Task to carry out: In the records below, find the lines that include "Repúblicas" and copy each.

Segment Open

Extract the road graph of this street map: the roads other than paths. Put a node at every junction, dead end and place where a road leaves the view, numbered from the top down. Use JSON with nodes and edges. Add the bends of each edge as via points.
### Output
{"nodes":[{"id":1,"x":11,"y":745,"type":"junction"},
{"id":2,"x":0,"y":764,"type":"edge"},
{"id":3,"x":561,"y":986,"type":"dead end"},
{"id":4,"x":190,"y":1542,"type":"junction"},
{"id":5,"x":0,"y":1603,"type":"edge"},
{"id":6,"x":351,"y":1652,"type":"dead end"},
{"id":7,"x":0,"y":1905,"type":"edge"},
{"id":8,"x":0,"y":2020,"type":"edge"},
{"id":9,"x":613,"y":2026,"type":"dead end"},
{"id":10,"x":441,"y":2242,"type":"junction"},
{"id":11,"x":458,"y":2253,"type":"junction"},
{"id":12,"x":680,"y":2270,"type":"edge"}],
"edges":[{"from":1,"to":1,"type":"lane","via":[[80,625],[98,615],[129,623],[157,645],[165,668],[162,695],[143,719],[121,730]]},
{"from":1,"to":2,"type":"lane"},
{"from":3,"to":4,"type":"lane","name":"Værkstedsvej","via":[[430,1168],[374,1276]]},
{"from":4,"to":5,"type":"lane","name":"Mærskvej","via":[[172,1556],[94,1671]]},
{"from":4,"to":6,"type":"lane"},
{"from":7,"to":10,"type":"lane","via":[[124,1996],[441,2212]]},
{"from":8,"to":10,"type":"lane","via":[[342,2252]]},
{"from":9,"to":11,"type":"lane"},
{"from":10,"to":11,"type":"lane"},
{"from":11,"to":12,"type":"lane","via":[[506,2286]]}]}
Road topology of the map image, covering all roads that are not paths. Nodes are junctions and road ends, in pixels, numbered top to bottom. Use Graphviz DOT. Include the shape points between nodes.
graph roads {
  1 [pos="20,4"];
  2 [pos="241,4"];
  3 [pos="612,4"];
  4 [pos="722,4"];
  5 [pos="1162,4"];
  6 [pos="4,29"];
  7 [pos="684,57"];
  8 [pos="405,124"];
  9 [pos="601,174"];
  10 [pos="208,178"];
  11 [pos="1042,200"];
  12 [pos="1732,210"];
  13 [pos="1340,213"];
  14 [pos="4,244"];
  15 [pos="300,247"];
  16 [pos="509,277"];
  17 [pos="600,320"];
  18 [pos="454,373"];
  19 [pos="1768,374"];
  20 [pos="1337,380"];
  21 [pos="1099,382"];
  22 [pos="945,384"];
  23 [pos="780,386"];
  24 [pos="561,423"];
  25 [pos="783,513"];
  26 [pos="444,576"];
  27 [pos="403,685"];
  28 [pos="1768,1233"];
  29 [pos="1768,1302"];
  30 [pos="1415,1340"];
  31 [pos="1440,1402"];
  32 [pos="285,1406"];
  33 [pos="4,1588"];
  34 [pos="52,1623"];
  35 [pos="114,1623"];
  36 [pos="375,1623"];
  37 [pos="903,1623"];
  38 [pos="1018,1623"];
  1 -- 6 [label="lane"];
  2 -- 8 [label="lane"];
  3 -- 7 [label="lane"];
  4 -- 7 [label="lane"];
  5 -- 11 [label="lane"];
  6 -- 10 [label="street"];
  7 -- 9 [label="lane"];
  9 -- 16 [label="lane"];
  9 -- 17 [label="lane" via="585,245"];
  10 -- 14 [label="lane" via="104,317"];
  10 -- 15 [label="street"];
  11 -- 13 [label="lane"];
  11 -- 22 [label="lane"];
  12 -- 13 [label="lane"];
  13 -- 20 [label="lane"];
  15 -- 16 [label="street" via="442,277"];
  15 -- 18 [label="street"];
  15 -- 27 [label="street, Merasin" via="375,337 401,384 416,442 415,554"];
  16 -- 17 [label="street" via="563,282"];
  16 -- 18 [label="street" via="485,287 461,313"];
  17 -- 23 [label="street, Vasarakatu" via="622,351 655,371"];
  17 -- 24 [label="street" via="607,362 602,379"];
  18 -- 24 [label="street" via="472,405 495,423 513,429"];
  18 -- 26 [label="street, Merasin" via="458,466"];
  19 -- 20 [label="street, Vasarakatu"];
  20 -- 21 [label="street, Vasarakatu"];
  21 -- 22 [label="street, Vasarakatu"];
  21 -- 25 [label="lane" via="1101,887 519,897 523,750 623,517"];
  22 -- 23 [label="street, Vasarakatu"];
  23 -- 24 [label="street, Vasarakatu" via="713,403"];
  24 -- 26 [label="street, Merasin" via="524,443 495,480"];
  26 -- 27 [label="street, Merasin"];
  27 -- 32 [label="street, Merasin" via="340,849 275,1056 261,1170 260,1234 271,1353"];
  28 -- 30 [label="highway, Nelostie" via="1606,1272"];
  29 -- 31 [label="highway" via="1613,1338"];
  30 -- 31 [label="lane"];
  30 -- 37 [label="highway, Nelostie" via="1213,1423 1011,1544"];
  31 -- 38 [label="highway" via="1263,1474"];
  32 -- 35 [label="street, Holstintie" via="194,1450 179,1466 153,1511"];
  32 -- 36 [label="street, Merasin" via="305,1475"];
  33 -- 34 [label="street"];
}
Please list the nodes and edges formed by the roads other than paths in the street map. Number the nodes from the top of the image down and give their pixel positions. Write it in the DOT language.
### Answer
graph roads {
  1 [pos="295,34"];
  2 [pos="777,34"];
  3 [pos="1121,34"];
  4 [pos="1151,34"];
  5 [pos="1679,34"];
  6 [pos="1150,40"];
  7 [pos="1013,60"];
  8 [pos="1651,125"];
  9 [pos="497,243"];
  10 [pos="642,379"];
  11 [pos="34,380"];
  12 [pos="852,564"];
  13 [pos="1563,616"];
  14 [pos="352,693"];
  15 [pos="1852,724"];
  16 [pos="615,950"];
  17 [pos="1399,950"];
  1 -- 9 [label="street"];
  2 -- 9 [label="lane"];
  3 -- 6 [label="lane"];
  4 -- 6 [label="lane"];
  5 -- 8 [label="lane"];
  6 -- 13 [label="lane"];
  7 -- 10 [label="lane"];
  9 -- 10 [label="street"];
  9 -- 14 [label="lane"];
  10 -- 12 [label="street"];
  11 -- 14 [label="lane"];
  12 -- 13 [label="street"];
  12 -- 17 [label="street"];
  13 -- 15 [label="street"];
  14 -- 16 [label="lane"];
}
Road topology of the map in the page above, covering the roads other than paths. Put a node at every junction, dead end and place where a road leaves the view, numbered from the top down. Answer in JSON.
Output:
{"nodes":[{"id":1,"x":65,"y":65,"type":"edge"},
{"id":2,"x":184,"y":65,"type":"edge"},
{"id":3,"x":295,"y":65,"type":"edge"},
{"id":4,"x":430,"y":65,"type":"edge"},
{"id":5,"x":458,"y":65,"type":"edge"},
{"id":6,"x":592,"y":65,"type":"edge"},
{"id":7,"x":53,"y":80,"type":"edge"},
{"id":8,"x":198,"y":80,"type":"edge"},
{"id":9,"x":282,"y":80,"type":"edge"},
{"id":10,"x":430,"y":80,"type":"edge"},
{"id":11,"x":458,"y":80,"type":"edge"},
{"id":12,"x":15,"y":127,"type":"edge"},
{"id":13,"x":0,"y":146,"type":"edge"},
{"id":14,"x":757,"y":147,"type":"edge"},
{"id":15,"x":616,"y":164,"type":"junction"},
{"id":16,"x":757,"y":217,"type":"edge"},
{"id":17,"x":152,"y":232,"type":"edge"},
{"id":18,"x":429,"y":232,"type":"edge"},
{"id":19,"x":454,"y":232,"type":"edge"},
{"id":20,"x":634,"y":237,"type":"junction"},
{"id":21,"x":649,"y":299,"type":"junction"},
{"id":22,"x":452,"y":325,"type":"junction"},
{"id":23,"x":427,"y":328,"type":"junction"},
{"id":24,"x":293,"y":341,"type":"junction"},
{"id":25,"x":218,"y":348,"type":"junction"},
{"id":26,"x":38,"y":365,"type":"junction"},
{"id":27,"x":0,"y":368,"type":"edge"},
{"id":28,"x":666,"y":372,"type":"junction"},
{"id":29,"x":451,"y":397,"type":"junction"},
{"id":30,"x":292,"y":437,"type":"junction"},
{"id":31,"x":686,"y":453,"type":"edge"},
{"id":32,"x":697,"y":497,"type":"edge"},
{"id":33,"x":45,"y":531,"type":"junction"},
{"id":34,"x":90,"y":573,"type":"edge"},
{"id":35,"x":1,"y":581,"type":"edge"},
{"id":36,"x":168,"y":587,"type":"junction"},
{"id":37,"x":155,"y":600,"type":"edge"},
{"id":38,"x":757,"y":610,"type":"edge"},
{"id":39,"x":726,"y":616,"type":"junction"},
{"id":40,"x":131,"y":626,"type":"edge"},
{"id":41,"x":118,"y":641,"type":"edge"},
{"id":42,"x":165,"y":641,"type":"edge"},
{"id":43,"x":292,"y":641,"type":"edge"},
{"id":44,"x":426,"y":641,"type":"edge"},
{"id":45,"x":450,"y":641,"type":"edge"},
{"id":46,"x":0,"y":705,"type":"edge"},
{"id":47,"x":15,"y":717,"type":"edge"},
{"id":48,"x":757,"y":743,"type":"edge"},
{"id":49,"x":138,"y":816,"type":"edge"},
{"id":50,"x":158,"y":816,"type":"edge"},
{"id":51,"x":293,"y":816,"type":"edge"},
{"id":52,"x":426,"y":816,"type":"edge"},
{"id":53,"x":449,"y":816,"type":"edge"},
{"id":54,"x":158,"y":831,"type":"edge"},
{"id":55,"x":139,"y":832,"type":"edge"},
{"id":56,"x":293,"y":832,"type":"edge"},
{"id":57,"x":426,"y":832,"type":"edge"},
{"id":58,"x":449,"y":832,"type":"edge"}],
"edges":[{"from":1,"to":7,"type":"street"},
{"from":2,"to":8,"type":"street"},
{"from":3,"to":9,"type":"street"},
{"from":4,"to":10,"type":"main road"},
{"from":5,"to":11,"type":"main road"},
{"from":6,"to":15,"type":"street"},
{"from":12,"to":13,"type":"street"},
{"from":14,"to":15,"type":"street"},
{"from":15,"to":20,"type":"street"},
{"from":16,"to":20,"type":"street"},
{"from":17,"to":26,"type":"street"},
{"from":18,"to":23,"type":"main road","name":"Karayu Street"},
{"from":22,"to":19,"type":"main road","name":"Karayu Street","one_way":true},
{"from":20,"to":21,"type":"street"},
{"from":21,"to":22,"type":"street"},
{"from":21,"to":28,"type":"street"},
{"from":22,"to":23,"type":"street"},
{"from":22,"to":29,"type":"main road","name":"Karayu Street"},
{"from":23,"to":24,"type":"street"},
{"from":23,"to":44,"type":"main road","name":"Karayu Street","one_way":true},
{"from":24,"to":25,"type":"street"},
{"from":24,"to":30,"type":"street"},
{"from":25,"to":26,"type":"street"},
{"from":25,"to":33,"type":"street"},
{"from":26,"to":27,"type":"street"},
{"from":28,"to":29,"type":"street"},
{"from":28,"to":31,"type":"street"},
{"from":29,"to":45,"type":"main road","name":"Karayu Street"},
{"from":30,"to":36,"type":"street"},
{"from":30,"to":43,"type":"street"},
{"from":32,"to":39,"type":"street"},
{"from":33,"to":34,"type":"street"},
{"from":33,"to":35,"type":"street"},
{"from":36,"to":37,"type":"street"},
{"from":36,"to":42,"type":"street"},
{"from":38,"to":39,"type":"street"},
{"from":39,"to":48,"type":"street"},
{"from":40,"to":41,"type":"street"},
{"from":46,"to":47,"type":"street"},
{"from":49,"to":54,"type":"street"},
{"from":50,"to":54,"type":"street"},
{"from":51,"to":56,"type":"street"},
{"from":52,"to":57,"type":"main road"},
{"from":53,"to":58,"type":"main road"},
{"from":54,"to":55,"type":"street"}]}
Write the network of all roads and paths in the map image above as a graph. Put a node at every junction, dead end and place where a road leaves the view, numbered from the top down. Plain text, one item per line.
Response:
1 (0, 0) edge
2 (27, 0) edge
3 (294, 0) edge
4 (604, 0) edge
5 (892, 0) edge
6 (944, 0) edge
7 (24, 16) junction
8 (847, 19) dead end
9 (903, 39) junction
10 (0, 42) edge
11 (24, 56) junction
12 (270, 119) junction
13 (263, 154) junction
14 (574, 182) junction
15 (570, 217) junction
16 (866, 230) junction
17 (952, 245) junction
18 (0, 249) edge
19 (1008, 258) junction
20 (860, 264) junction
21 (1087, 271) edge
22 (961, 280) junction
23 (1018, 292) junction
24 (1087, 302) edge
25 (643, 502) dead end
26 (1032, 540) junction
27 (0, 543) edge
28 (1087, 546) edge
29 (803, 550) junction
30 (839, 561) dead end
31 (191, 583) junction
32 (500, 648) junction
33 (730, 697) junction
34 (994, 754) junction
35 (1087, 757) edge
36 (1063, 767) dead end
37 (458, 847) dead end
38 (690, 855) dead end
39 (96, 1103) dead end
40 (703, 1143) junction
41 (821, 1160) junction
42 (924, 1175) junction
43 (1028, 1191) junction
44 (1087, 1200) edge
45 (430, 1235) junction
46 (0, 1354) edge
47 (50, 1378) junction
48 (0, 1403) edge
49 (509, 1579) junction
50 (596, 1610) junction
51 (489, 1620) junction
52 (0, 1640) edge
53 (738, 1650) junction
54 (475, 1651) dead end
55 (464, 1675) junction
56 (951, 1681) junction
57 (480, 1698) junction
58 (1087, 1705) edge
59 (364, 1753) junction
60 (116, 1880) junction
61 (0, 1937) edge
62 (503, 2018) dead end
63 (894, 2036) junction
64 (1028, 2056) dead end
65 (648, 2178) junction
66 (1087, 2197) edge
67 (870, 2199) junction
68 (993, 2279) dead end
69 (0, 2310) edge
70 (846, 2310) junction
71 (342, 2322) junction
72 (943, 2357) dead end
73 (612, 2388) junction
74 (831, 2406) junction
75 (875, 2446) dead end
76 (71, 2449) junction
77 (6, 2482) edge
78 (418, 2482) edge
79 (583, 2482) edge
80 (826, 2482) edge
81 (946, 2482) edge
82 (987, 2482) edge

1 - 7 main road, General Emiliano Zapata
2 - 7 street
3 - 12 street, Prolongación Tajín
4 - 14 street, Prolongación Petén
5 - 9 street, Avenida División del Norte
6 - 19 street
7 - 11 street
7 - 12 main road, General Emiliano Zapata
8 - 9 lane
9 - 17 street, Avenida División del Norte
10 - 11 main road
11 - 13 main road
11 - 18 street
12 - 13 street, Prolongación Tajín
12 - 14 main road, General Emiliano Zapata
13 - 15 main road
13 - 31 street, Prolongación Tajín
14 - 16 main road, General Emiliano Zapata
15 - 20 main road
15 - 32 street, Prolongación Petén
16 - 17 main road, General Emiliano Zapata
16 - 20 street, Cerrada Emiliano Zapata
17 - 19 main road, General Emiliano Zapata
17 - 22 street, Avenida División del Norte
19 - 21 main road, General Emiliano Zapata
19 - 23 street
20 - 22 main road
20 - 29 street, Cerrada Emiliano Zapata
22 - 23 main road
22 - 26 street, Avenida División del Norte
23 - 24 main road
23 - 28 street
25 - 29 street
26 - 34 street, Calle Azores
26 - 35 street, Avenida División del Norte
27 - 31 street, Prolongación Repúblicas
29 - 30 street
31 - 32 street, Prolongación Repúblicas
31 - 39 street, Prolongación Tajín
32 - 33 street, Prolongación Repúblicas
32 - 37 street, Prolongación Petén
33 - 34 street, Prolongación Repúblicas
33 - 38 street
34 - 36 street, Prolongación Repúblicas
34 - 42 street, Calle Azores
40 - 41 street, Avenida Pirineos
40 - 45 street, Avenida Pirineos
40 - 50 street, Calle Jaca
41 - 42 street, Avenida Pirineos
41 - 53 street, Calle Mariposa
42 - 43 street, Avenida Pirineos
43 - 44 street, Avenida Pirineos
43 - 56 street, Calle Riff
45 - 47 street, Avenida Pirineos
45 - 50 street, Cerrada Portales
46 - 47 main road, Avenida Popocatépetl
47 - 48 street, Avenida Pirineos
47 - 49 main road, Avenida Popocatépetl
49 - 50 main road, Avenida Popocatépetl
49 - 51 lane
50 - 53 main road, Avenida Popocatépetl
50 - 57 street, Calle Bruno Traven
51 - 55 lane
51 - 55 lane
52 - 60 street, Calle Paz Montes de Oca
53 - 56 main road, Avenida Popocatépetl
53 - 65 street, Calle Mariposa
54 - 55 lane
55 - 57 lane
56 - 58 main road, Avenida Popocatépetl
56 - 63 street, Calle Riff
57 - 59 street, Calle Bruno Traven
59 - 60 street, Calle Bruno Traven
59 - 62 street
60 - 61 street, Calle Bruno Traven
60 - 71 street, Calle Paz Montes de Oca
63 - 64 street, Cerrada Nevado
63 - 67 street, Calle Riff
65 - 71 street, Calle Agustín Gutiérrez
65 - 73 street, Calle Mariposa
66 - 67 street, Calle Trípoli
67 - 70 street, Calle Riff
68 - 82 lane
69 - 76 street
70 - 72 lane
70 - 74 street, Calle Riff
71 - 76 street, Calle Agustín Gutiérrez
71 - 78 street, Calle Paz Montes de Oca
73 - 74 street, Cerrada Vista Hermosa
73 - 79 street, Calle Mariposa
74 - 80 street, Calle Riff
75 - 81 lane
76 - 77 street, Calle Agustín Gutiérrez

Segment Closed

Output:
27 - 31 street, Prolongación Repúblicas
31 - 32 street, Prolongación Repúblicas
32 - 33 street, Prolongación Repúblicas
33 - 34 street, Prolongación Repúblicas
34 - 36 street, Prolongación Repúblicas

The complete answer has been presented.